__WORK INSTRUCTION__
Wherever the listing has a line with the string "main", copy that line out.

__DATA SECTION__
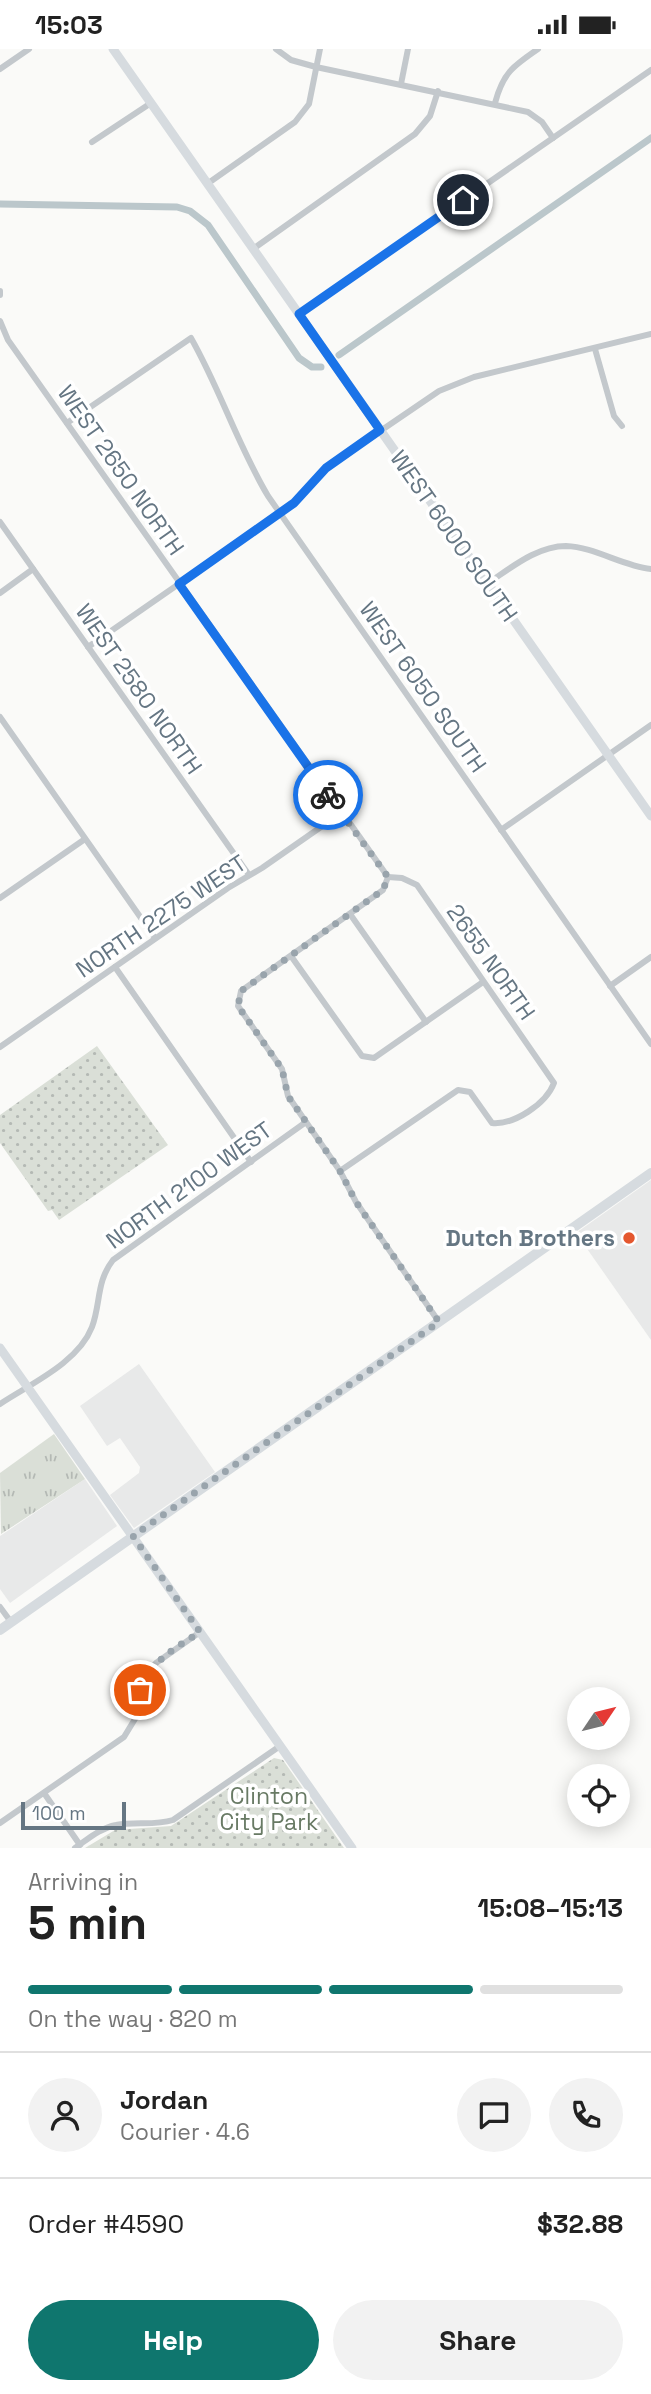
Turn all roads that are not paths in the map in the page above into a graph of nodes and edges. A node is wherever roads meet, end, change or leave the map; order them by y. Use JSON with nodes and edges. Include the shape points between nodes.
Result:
{"nodes":[{"id":1,"x":29,"y":49,"type":"edge"},
{"id":2,"x":113,"y":49,"type":"edge"},
{"id":3,"x":276,"y":49,"type":"edge"},
{"id":4,"x":320,"y":49,"type":"edge"},
{"id":5,"x":408,"y":49,"type":"edge"},
{"id":6,"x":538,"y":49,"type":"edge"},
{"id":7,"x":316,"y":67,"type":"junction"},
{"id":8,"x":0,"y":69,"type":"edge"},
{"id":9,"x":651,"y":70,"type":"edge"},
{"id":10,"x":401,"y":84,"type":"junction"},
{"id":11,"x":438,"y":92,"type":"junction"},
{"id":12,"x":151,"y":103,"type":"junction"},
{"id":13,"x":495,"y":103,"type":"junction"},
{"id":14,"x":553,"y":138,"type":"junction"},
{"id":15,"x":92,"y":142,"type":"dead end"},
{"id":16,"x":207,"y":184,"type":"junction"},
{"id":17,"x":253,"y":249,"type":"junction"},
{"id":18,"x":299,"y":314,"type":"junction"},
{"id":19,"x":0,"y":321,"type":"edge"},
{"id":20,"x":651,"y":334,"type":"edge"},
{"id":21,"x":595,"y":348,"type":"junction"},
{"id":22,"x":66,"y":423,"type":"junction"},
{"id":23,"x":622,"y":426,"type":"dead end"},
{"id":24,"x":380,"y":430,"type":"junction"},
{"id":25,"x":280,"y":513,"type":"junction"},
{"id":26,"x":0,"y":523,"type":"edge"},
{"id":27,"x":33,"y":569,"type":"junction"},
{"id":28,"x":651,"y":569,"type":"edge"},
{"id":29,"x":488,"y":583,"type":"junction"},
{"id":30,"x":179,"y":584,"type":"junction"},
{"id":31,"x":0,"y":593,"type":"edge"},
{"id":32,"x":88,"y":647,"type":"junction"},
{"id":33,"x":0,"y":717,"type":"edge"},
{"id":34,"x":651,"y":725,"type":"edge"},
{"id":35,"x":607,"y":754,"type":"junction"},
{"id":36,"x":341,"y":813,"type":"junction"},
{"id":37,"x":651,"y":816,"type":"edge"},
{"id":38,"x":502,"y":830,"type":"junction"},
{"id":39,"x":85,"y":839,"type":"junction"},
{"id":40,"x":249,"y":875,"type":"junction"},
{"id":41,"x":388,"y":877,"type":"junction"},
{"id":42,"x":0,"y":898,"type":"edge"},
{"id":43,"x":350,"y":914,"type":"junction"},
{"id":44,"x":155,"y":939,"type":"junction"},
{"id":45,"x":291,"y":956,"type":"junction"},
{"id":46,"x":651,"y":957,"type":"edge"},
{"id":47,"x":115,"y":967,"type":"junction"},
{"id":48,"x":483,"y":982,"type":"junction"},
{"id":49,"x":610,"y":986,"type":"junction"},
{"id":50,"x":426,"y":1022,"type":"junction"},
{"id":51,"x":651,"y":1044,"type":"edge"},
{"id":52,"x":0,"y":1047,"type":"edge"},
{"id":53,"x":306,"y":1122,"type":"junction"},
{"id":54,"x":251,"y":1162,"type":"junction"},
{"id":55,"x":340,"y":1171,"type":"junction"},
{"id":56,"x":651,"y":1173,"type":"edge"},
{"id":57,"x":439,"y":1322,"type":"junction"},
{"id":58,"x":0,"y":1348,"type":"edge"},
{"id":59,"x":27,"y":1386,"type":"junction"},
{"id":60,"x":0,"y":1404,"type":"edge"},
{"id":61,"x":133,"y":1536,"type":"junction"},
{"id":62,"x":0,"y":1607,"type":"edge"},
{"id":63,"x":11,"y":1622,"type":"junction"},
{"id":64,"x":0,"y":1630,"type":"edge"},
{"id":65,"x":200,"y":1632,"type":"junction"},
{"id":66,"x":280,"y":1746,"type":"junction"},
{"id":67,"x":44,"y":1793,"type":"junction"},
{"id":68,"x":0,"y":1823,"type":"edge"},
{"id":69,"x":78,"y":1846,"type":"edge"},
{"id":70,"x":352,"y":1848,"type":"edge"}],
"edges":[{"from":1,"to":8,"type":"street"},
{"from":2,"to":12,"type":"street","name":"WEST 6000 SOUTH"},
{"from":3,"to":7,"type":"street","via":[[291,60]]},
{"from":4,"to":7,"type":"street"},
{"from":5,"to":10,"type":"street"},
{"from":6,"to":13,"type":"street","via":[[500,82]]},
{"from":7,"to":10,"type":"street"},
{"from":7,"to":16,"type":"street","via":[[309,104],[295,122]]},
{"from":9,"to":14,"type":"street"},
{"from":10,"to":11,"type":"street"},
{"from":11,"to":13,"type":"street"},
{"from":11,"to":17,"type":"street","via":[[430,116],[415,134]]},
{"from":12,"to":15,"type":"street"},
{"from":12,"to":16,"type":"street","name":"WEST 6000 SOUTH"},
{"from":13,"to":14,"type":"street","via":[[528,112]]},
{"from":14,"to":18,"type":"street"},
{"from":16,"to":17,"type":"street","name":"WEST 6000 SOUTH"},
{"from":17,"to":18,"type":"street","name":"WEST 6000 SOUTH"},
{"from":18,"to":24,"type":"street","name":"WEST 6000 SOUTH"},
{"from":19,"to":22,"type":"street","name":"WEST 2650 NORTH","via":[[8,340]]},
{"from":20,"to":21,"type":"street"},
{"from":21,"to":23,"type":"street","via":[[614,417]]},
{"from":21,"to":24,"type":"street","via":[[474,377],[439,391]]},
{"from":22,"to":25,"type":"street","name":"WEST 6050 SOUTH","via":[[191,338],[250,467]]},
{"from":22,"to":30,"type":"street","name":"WEST 2650 NORTH"},
{"from":24,"to":25,"type":"street","via":[[326,468]]},
{"from":24,"to":29,"type":"street","name":"WEST 6000 SOUTH"},
{"from":25,"to":30,"type":"street"},
{"from":25,"to":38,"type":"street","name":"WEST 6050 SOUTH"},
{"from":26,"to":27,"type":"street","name":"WEST 2580 NORTH"},
{"from":27,"to":31,"type":"street"},
{"from":27,"to":32,"type":"street","name":"WEST 2580 NORTH"},
{"from":28,"to":29,"type":"street","via":[[567,546],[523,560]]},
{"from":29,"to":35,"type":"street","name":"WEST 6000 SOUTH"},
{"from":30,"to":32,"type":"street"},
{"from":30,"to":36,"type":"street","name":"WEST 2650 NORTH"},
{"from":32,"to":40,"type":"street","name":"WEST 2580 NORTH"},
{"from":33,"to":39,"type":"street"},
{"from":34,"to":35,"type":"street"},
{"from":35,"to":37,"type":"street","name":"WEST 6000 SOUTH"},
{"from":35,"to":38,"type":"street"},
{"from":36,"to":40,"type":"street","name":"NORTH 2275 WEST"},
{"from":36,"to":41,"type":"street","name":"WEST 2650 NORTH"},
{"from":38,"to":49,"type":"street","name":"WEST 6050 SOUTH"},
{"from":39,"to":42,"type":"street"},
{"from":39,"to":44,"type":"street"},
{"from":40,"to":44,"type":"street","name":"NORTH 2275 WEST"},
{"from":41,"to":43,"type":"street","via":[[383,890]]},
{"from":41,"to":48,"type":"street","name":"2655 NORTH","via":[[416,885]]},
{"from":43,"to":45,"type":"street"},
{"from":43,"to":50,"type":"street"},
{"from":44,"to":47,"type":"street","name":"NORTH 2275 WEST"},
{"from":45,"to":50,"type":"street","via":[[362,1056],[374,1058]]},
{"from":45,"to":53,"type":"street","via":[[241,991],[238,1006],[282,1069],[288,1096]]},
{"from":46,"to":49,"type":"street"},
{"from":47,"to":52,"type":"street","name":"NORTH 2275 WEST"},
{"from":47,"to":54,"type":"street"},
{"from":48,"to":50,"type":"street"},
{"from":48,"to":55,"type":"street","name":"2655 NORTH","via":[[554,1083],[549,1096],[506,1124],[492,1123],[470,1092],[458,1090]]},
{"from":49,"to":51,"type":"street","name":"WEST 6050 SOUTH"},
{"from":53,"to":54,"type":"street","name":"NORTH 2100 WEST"},
{"from":53,"to":55,"type":"street"},
{"from":54,"to":59,"type":"street","name":"NORTH 2100 WEST","via":[[113,1260],[99,1285],[93,1323],[81,1346]]},
{"from":55,"to":57,"type":"street","via":[[356,1202]]},
{"from":56,"to":57,"type":"main road"},
{"from":57,"to":61,"type":"main road"},
{"from":58,"to":59,"type":"street"},
{"from":59,"to":60,"type":"street","name":"NORTH 2100 WEST"},
{"from":59,"to":61,"type":"street"},
{"from":61,"to":63,"type":"main road"},
{"from":61,"to":65,"type":"street"},
{"from":62,"to":63,"type":"street"},
{"from":63,"to":64,"type":"main road"},
{"from":65,"to":66,"type":"street"},
{"from":65,"to":67,"type":"street","via":[[145,1675],[138,1714],[124,1737]]},
{"from":66,"to":69,"type":"street","via":[[173,1820],[159,1825],[117,1825]]},
{"from":66,"to":70,"type":"street"},
{"from":67,"to":68,"type":"street"},
{"from":67,"to":69,"type":"street"}]}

__RESPONSE__
{"from":56,"to":57,"type":"main road"},
{"from":57,"to":61,"type":"main road"},
{"from":61,"to":63,"type":"main road"},
{"from":63,"to":64,"type":"main road"},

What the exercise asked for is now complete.